Görülüyor ki, en geniş tarihin bu yeni anlatı biçimi için genelde daha çok ekolojik (çevreci) olgu ana tema olarak benimsemiş gözükmektedir. Ancak burada da iki tercihli bir durum öne çıkmaktadır. Biri Gaia Kuramı tarzı olarak gezegenimizi canlı holistik bir bütün mahiyeti ile ele alan yaklaşım olurken, diğeri ekosistemik temelli analitik-redüksiyonist yaklaşımı benimsemektedir.

Büyük Tarih konusunda değinilmeden geçilmemesi gereken diğer bir husus da anlatı bütününü yönlendiren stigmerjik özün ne olduğu sorusudur. Bu tür bilgi oluşum ve akış süreçlerinde kaçınılmaz olarak zaman okunun, yani termodinamiğin ikinci yasası olarak entropinin düzen bozucu ajan olarak devrede olduğu bilinmektedir.  Düzen bozuculuğu sistem kurarak ve besleyerek aşmaya çalışan enerji yitirgen yapıların olmazsa olmazı mahiyetindeki girdisi olan enformasyonunsa entropiye karşı gelmekte olduğu noktasından hareket ile uzay/zaman akışında giderek artan bir karmaşıklaşma olgusunun stigmerjik öz olduğu ve süreci yönettiğini söylemek doğru olacaktır.

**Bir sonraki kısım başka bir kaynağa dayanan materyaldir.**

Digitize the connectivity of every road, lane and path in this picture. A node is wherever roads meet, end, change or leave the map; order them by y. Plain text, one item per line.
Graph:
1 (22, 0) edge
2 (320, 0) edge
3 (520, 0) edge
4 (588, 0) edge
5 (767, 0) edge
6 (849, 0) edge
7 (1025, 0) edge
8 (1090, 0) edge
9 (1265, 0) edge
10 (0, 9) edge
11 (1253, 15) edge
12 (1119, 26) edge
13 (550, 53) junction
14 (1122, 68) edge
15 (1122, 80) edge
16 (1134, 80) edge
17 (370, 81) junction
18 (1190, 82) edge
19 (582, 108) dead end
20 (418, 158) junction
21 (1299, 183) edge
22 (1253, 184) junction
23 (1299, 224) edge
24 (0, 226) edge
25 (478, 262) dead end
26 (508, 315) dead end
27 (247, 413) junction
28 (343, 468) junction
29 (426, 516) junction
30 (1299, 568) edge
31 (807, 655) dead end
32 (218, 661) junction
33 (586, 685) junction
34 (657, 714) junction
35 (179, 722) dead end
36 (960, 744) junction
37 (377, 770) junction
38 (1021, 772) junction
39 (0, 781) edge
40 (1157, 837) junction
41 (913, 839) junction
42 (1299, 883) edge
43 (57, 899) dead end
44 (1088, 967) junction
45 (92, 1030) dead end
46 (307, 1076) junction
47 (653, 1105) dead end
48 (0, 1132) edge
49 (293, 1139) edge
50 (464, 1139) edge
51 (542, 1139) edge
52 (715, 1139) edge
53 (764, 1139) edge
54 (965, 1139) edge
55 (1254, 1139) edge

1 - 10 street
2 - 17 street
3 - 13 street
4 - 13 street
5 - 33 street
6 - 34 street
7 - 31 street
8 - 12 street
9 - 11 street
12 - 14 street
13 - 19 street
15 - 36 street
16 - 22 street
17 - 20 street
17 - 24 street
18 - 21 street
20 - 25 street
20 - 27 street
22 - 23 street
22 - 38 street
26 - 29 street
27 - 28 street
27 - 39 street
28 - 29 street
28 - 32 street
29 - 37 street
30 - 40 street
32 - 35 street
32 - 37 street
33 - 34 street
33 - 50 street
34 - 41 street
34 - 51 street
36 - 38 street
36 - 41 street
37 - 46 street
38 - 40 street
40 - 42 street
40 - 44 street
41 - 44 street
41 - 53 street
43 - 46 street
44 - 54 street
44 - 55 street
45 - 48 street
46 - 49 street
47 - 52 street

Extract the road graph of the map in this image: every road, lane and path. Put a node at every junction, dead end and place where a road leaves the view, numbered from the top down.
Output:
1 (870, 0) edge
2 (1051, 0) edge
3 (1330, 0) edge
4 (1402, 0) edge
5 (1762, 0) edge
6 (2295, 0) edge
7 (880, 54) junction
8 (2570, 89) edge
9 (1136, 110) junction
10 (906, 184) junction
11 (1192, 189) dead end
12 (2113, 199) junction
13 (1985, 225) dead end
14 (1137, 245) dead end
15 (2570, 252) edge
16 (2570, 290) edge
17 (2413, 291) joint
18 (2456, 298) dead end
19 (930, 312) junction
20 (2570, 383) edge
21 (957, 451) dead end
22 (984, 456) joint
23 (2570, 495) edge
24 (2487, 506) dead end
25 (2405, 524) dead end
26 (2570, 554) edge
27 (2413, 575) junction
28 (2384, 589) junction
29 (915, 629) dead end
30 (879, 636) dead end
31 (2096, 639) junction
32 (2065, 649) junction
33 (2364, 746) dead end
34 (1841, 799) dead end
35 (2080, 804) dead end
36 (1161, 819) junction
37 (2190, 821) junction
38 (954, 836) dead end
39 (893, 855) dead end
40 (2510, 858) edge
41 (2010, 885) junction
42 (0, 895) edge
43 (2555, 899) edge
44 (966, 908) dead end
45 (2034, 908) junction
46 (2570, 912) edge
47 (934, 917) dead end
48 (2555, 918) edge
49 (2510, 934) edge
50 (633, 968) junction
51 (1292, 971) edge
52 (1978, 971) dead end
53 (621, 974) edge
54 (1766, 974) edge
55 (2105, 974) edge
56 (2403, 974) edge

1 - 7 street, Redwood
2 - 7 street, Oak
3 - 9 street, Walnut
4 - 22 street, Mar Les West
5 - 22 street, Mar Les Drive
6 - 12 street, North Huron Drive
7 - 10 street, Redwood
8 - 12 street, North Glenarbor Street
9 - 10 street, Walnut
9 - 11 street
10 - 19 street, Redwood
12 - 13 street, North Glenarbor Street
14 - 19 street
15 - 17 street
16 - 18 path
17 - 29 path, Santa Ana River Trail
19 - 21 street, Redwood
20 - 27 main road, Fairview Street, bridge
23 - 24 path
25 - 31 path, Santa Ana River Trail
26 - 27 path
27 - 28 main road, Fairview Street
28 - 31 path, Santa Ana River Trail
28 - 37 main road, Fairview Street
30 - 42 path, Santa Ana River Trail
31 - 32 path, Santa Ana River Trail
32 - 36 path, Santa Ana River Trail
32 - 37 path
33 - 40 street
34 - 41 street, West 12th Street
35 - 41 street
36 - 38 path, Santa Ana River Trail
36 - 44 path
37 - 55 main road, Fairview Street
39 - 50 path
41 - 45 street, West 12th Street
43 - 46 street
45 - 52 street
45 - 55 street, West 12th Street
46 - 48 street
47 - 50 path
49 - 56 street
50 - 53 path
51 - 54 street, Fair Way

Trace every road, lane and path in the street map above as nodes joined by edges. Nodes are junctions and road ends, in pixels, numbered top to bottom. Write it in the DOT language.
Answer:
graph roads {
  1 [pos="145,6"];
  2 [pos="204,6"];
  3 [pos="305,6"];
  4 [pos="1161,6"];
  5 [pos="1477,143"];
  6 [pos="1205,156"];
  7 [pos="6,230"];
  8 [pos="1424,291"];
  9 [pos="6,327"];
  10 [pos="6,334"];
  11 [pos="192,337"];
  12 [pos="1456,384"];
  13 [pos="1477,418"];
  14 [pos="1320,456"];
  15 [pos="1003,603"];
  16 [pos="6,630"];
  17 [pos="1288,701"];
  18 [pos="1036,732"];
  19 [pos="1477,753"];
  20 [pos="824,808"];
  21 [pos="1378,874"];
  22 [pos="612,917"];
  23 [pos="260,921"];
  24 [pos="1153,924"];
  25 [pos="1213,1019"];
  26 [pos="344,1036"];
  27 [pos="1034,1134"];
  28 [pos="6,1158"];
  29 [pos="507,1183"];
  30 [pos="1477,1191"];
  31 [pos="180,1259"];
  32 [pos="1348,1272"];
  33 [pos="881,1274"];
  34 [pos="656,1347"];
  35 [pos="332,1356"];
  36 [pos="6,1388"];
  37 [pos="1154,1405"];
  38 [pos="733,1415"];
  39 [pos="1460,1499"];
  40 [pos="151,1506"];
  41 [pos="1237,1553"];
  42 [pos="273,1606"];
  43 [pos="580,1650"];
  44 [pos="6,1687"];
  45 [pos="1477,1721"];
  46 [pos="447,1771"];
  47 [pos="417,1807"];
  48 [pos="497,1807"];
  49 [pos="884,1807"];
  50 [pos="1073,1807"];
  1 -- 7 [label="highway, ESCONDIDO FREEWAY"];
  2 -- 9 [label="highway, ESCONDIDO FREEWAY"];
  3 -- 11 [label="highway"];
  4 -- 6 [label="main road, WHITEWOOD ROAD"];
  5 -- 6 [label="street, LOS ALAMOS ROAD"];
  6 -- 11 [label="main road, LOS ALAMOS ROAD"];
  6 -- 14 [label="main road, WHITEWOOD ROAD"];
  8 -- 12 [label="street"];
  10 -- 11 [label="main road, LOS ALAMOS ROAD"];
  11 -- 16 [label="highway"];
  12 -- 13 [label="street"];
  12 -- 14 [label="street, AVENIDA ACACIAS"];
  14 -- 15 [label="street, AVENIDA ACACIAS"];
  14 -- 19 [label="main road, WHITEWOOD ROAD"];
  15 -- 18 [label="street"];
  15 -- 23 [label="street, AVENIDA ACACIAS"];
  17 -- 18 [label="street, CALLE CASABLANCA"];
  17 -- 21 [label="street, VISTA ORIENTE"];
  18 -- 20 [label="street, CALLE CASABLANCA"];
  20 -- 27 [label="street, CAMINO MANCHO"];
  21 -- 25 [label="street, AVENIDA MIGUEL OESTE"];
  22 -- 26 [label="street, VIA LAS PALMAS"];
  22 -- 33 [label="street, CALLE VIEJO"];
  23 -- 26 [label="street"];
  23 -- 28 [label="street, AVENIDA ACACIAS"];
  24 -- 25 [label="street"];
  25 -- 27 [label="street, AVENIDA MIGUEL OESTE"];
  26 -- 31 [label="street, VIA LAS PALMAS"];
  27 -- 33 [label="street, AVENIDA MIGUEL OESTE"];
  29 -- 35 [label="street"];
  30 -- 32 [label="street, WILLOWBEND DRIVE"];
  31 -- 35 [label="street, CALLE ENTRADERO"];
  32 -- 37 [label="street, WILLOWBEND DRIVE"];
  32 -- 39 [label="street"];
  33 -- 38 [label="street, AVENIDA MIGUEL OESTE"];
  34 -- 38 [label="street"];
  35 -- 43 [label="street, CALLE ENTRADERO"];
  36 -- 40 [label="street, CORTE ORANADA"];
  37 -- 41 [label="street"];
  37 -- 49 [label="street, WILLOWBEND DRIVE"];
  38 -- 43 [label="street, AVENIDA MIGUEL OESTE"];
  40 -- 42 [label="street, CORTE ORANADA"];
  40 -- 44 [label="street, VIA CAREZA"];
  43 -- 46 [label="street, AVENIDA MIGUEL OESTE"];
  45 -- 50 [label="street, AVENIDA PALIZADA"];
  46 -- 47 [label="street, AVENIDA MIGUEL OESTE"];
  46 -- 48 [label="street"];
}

Nitekim “Big History” (Büyük Tarih) kavramının isim babası David Christian daha ilk kitabında (**) konuyu uzay/zaman akışı içinde gelişen sekiz aşamalı bir karmaşıklaşma süreci olarak kurgulayıp ele almaktadır. Yazarın diğer iki yazar, C. S. Brown ve C. Benjamin ile birlikte kaleme aldığı yeni kitabında da ayni müfredatta ayni aşamalandırmanın benimsediği görülmektedir (***).

Genel olarak ifade etmek gerekirse, benim düşünceme göre 21. Yüzyıl evreni bütünsel görüngeden kavrama çağı olma eğilimi yönünde yol almakta olduğundan holistik anlayışa dayalı olarak en uygun tarih yaklaşımı mahiyeti ile Büyük Tarih tasarımının benimsenmesi doğru bir seçim olacaktır.

Mustafa Özcan (28 Aralık 2015)
______________________
(*) Devam edecektir.
(**) Christian. D. , Maps of Time: An Inroduction to Big History, University of California Press, 2004.
(***)Christian, D. , C.S. Brown and C. Benjamin, Big History: Between Nothing and Everything, McGraw-Hill Education, 2014.